We
are condemned to live with the seven deadly insanities of the 21st
century, but we can choose to find bright moments of sanity in the poetry of
Langston Hughes, Gwendolyn Brooks, and other writers who knew dross often
conceals gold. If we are brave enough to
set aside our jaded posturing, we may actually find pleasure in the kind of
poetry James E. Cherry offers us.
Stephen
F. Austin University Press has recently announced (and I quote verbatim from
the announcement) ------
…the release of James E Cherry’s latest
collection of poetry, Loose Change.
With Loose Change, James E. Cherry
explores those things that make us human. These poems are visceral, honest and
possess a vulnerability that will allow you access into the world each day. In
this collection of verse, very little is exempt from examination. Family,
politics, race, art, aging and much more are placed under the poet’s microscopic
eye to be clearly defined. But these are more than mere analytical
explorations.
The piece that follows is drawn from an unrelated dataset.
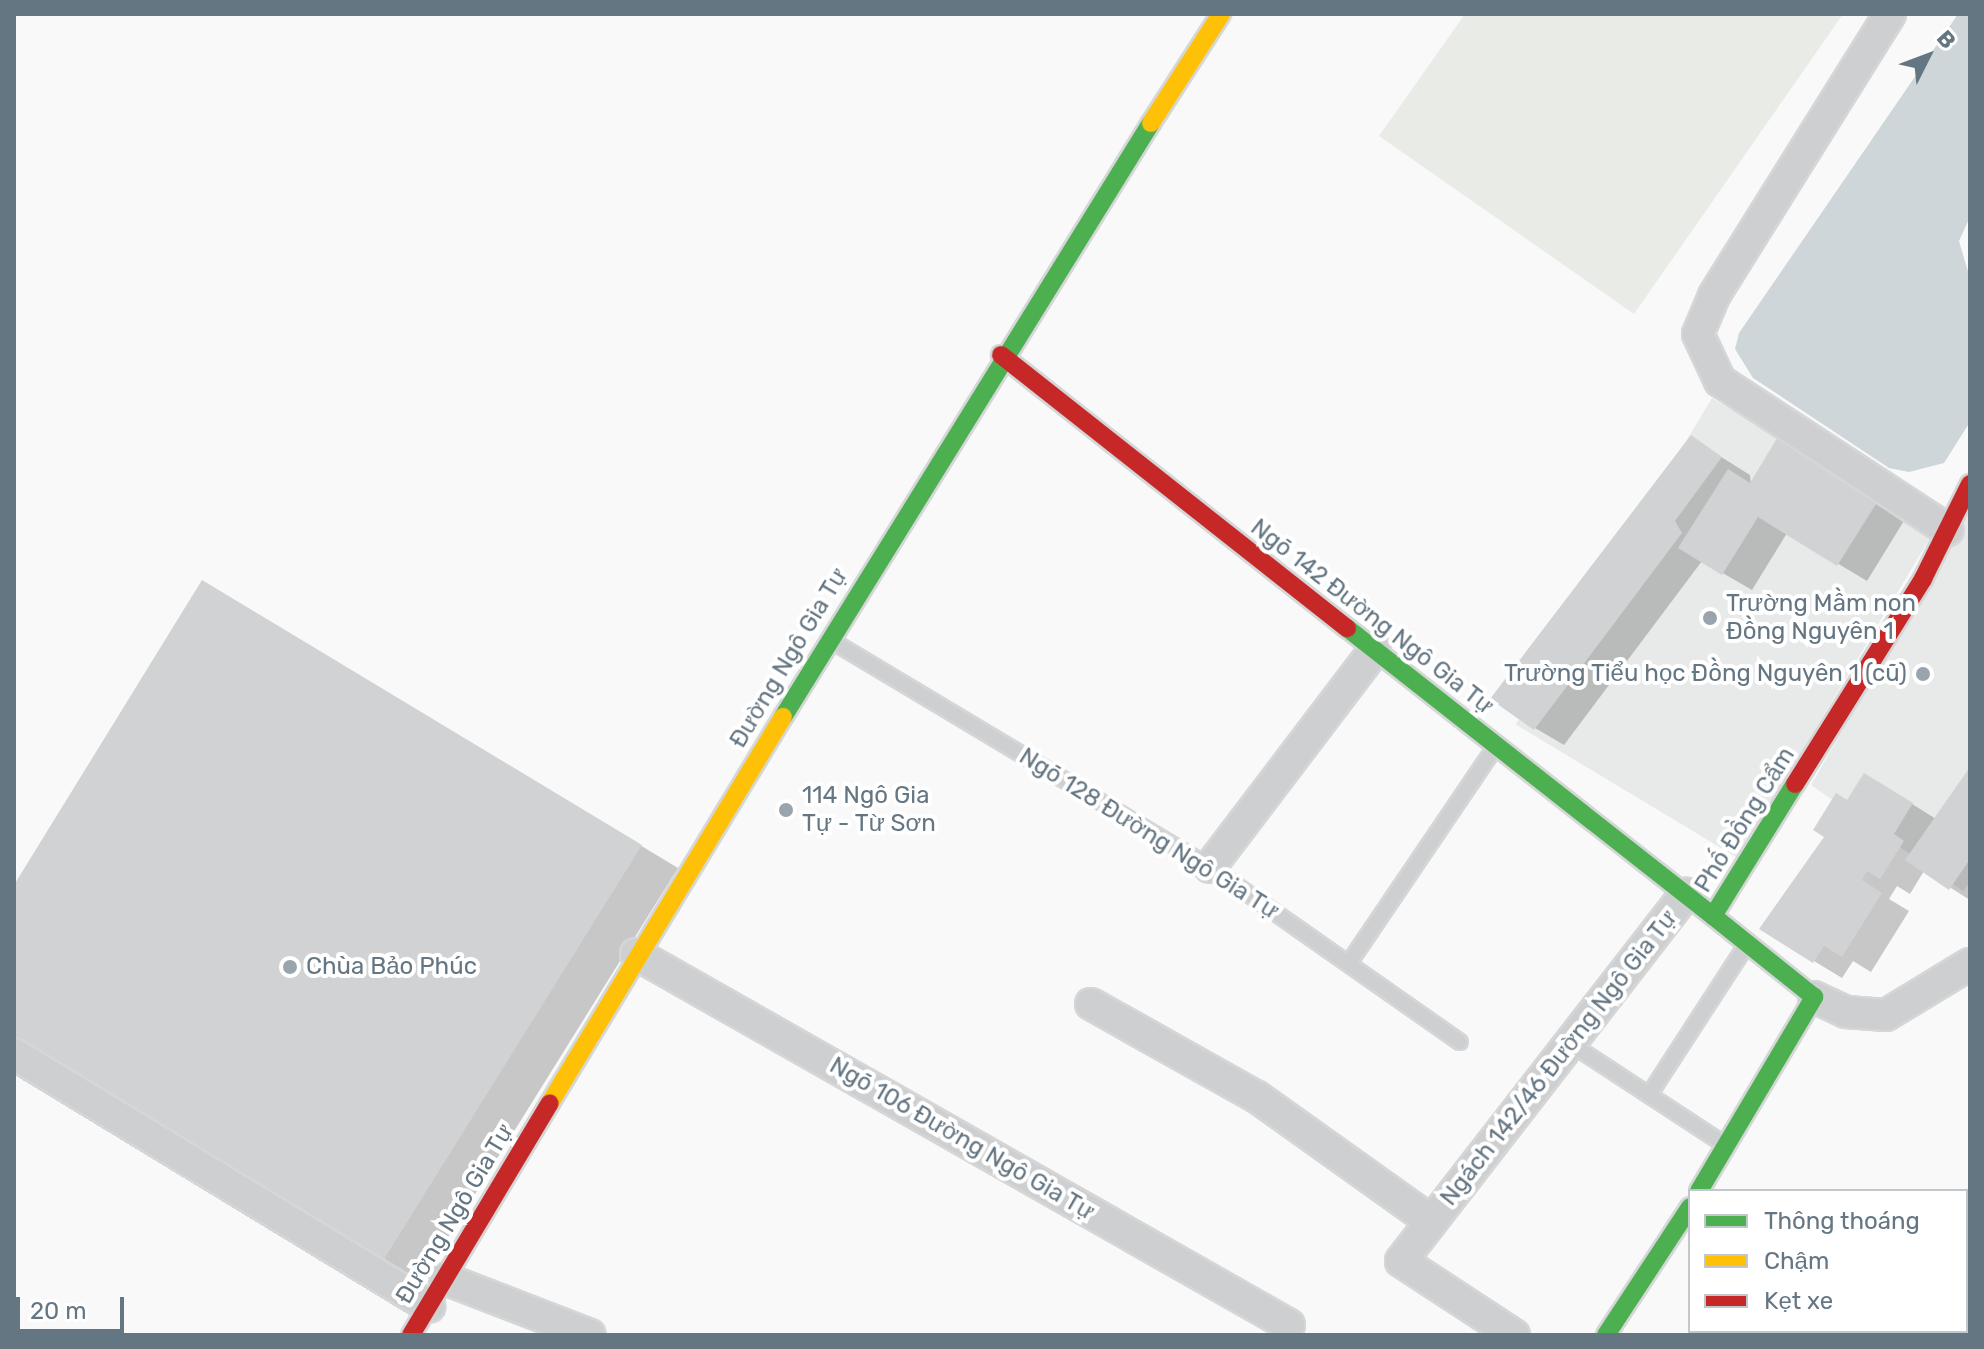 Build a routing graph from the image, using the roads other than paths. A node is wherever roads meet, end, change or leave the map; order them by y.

Its [sic] Cherry’s ability to interpret those findings and how
they have impacted his life that moves this work beyond the personal into the
universal. He has managed to take the pedestrian and left us with a remarkable
second collection of poetry. From the discordant aspects of his life, a
melodious solo rises. You’ll continue to pat your feet long after the final
page is finished.
The
writer for the press gets one thing wrong. Cherry has not dissolved his voice
in the so-called “universal.” He has
smelted the universal to prove the dominance of the ordinary, the personal.
Noting
his indebtedness to Gwendolyn Brooks in an earlier poem “Annie Allen” (Honoring the Ancestors 8), Cherry
announced
This
journey of putting thoughts into words
that
I have disembarked upon has been illuminated
by
your smile like a beacon calling me
out
of the darkness of who I am
and
the worlds that encompass me.
After
examining the loose change in Cherry’s most recent collection, some of us may come
out of the darkness of who we have become and turn the change into a bank
account. If you have never read Cherry’s
work, I recommend reading Honoring the
Ancestors, his novel Shadow of Light,
and his short fiction in Still A Man and
Other Stories. In the asylum that is our world, we are fortunate to have
writer generous enough to create life-oriented literature for ordinary people.